**Aim of the task:**
Filtering the records below, copy only those lines that include the word "graph".

/---

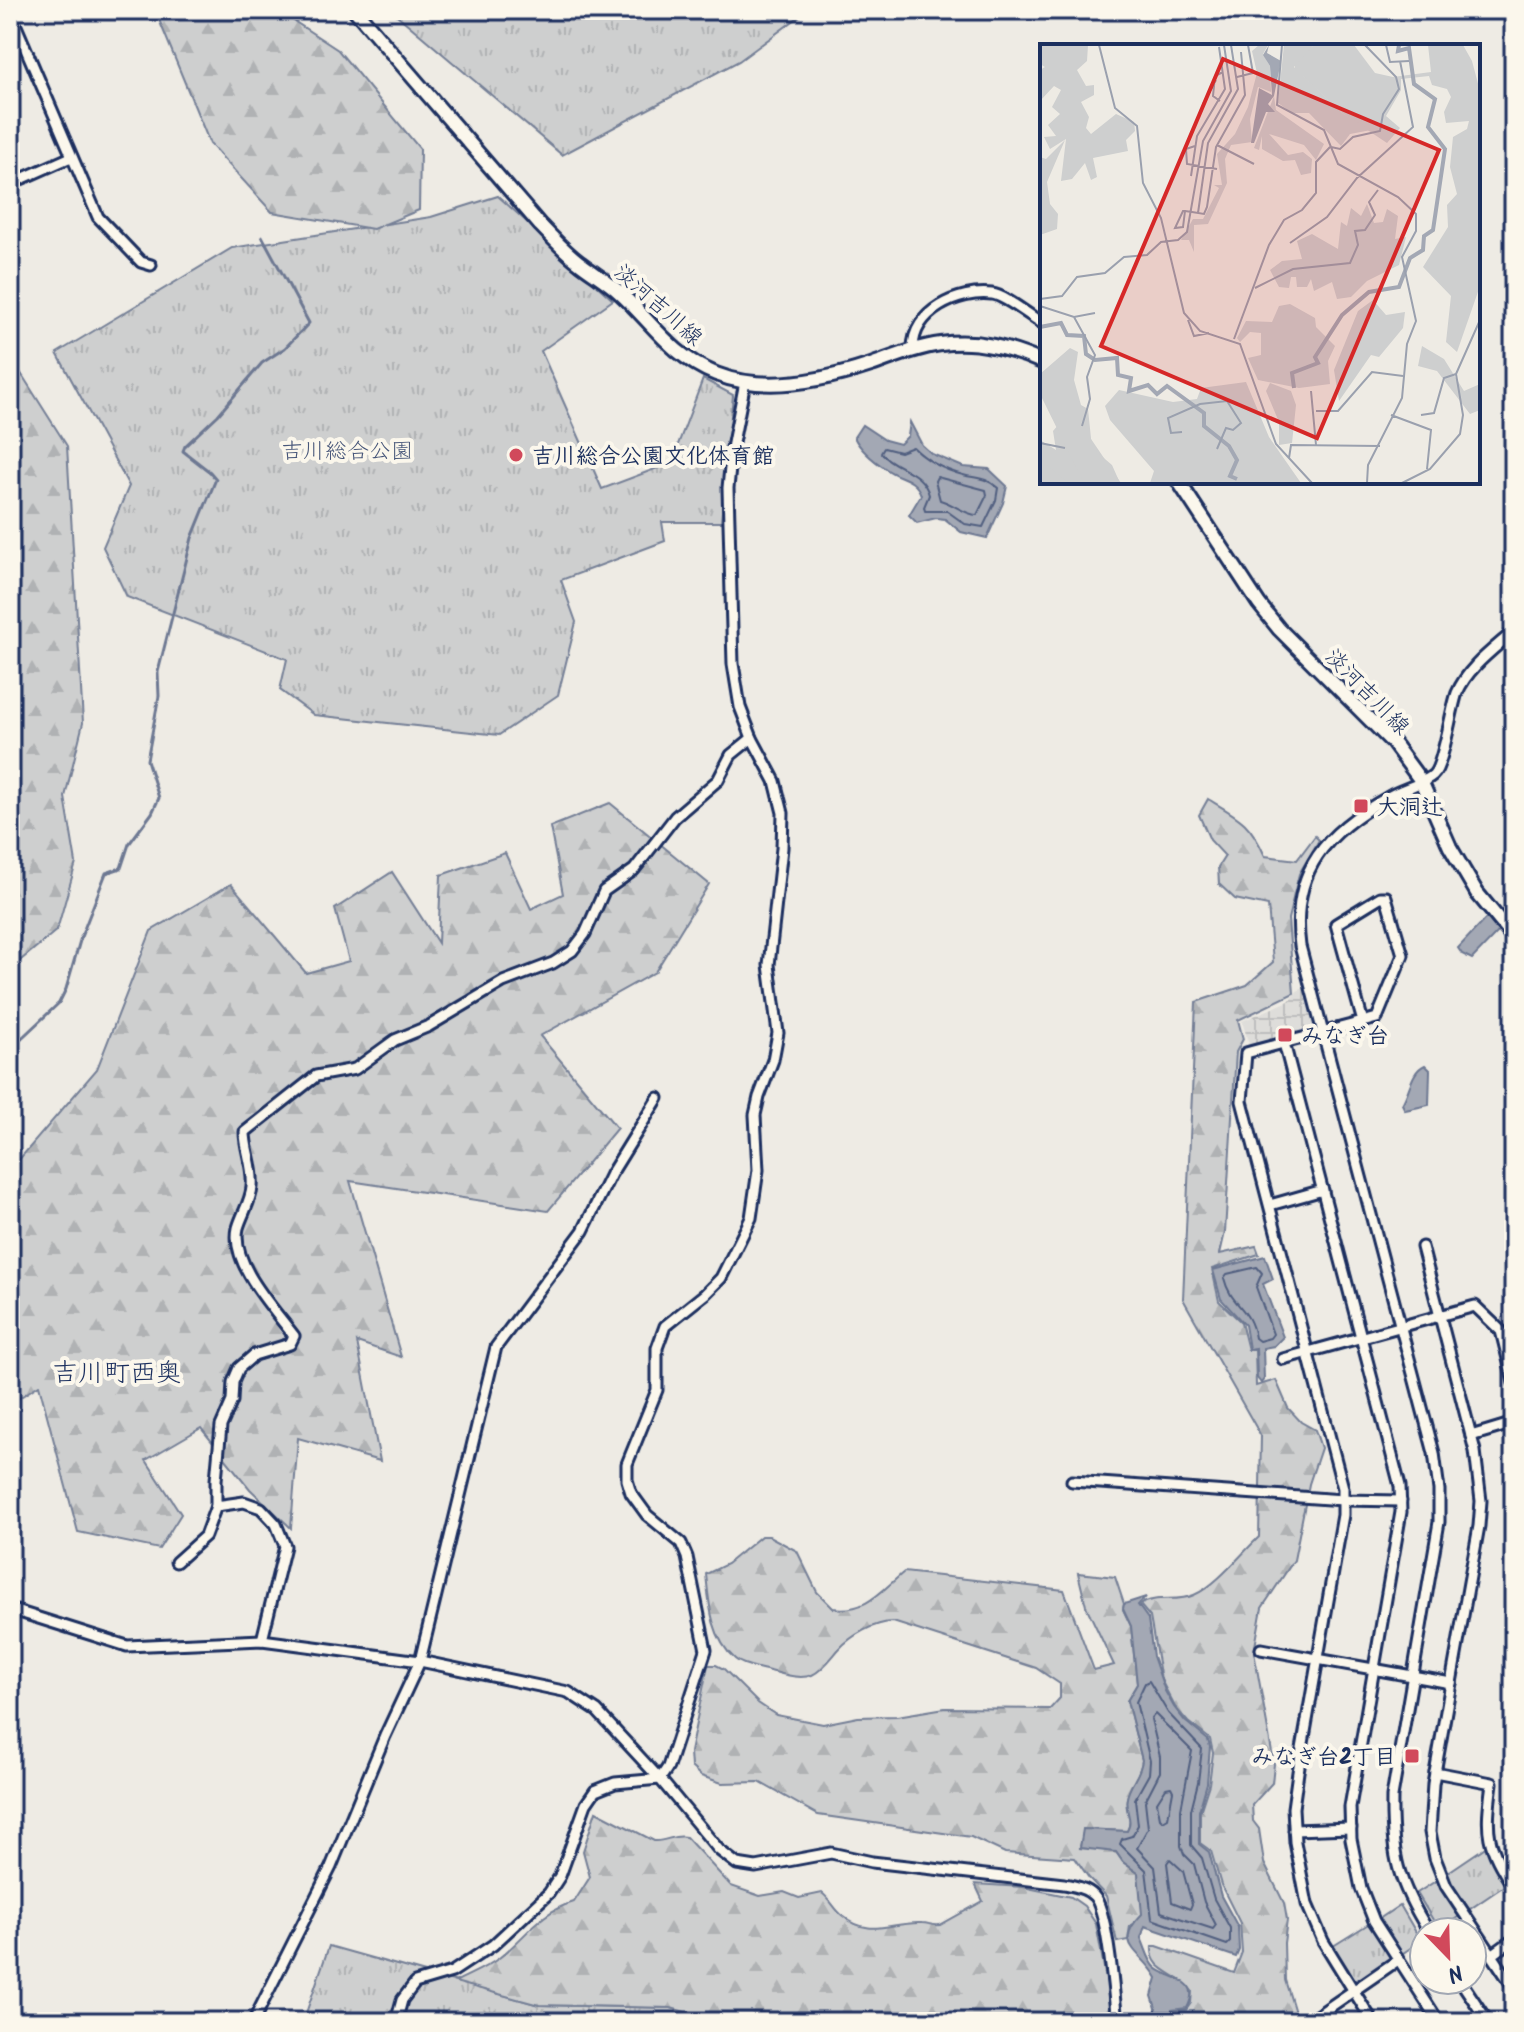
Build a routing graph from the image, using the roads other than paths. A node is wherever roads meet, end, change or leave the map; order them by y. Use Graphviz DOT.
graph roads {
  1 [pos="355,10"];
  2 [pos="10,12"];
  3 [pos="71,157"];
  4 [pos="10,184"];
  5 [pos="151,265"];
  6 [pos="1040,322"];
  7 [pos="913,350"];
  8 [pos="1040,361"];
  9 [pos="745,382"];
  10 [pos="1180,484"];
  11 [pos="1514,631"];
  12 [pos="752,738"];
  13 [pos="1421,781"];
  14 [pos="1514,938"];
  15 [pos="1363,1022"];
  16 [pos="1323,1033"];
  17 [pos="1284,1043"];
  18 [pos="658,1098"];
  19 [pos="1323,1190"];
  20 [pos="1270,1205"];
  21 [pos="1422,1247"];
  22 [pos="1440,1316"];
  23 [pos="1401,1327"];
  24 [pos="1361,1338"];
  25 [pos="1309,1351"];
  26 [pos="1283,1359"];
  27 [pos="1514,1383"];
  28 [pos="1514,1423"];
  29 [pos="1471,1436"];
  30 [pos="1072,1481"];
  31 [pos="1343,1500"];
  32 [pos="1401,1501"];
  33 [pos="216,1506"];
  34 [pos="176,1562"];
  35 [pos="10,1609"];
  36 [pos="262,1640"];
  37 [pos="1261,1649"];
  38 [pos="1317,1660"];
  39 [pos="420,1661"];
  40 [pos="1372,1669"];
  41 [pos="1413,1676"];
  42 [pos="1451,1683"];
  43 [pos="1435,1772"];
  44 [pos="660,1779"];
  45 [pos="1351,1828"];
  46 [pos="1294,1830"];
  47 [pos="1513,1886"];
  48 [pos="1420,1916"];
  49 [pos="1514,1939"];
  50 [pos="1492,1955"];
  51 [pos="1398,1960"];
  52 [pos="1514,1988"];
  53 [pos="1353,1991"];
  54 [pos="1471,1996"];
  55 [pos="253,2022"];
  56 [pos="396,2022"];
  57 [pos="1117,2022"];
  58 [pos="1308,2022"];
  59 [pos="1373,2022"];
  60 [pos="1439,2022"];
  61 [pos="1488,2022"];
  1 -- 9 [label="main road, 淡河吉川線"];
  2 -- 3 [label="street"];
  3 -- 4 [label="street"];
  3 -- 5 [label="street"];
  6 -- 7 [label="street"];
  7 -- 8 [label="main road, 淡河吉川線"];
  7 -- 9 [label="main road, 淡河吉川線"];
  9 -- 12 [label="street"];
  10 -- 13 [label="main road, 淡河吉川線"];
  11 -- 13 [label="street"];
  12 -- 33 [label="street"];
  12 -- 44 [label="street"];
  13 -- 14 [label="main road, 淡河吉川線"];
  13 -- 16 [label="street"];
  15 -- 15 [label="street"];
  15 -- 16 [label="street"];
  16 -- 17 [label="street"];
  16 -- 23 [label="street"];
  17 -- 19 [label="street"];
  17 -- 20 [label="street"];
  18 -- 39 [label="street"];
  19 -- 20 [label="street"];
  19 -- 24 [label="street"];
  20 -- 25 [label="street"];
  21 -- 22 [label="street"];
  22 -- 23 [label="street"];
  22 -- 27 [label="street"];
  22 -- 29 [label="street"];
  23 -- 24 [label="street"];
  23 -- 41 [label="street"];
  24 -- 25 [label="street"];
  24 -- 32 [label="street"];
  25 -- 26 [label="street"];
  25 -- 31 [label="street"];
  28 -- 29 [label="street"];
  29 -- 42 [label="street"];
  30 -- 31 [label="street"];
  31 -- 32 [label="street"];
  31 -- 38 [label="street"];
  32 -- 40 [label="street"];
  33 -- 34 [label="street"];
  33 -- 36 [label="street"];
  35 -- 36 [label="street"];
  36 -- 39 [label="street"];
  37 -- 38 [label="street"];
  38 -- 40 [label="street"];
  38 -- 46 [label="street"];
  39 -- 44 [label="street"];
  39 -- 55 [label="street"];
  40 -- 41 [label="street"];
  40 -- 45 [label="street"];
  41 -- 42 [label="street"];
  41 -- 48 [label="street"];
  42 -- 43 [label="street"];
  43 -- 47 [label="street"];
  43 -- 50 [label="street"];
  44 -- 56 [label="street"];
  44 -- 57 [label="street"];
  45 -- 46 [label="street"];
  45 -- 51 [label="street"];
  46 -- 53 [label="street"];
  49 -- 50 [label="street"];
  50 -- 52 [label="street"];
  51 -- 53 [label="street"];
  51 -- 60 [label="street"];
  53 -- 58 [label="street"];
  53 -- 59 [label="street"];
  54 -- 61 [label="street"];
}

\---

**Output for this task:**
Build a routing graph from the image, using the roads other than paths. A node is wherever roads meet, end, change or leave the map; order them by y. Use Graphviz DOT.
graph roads {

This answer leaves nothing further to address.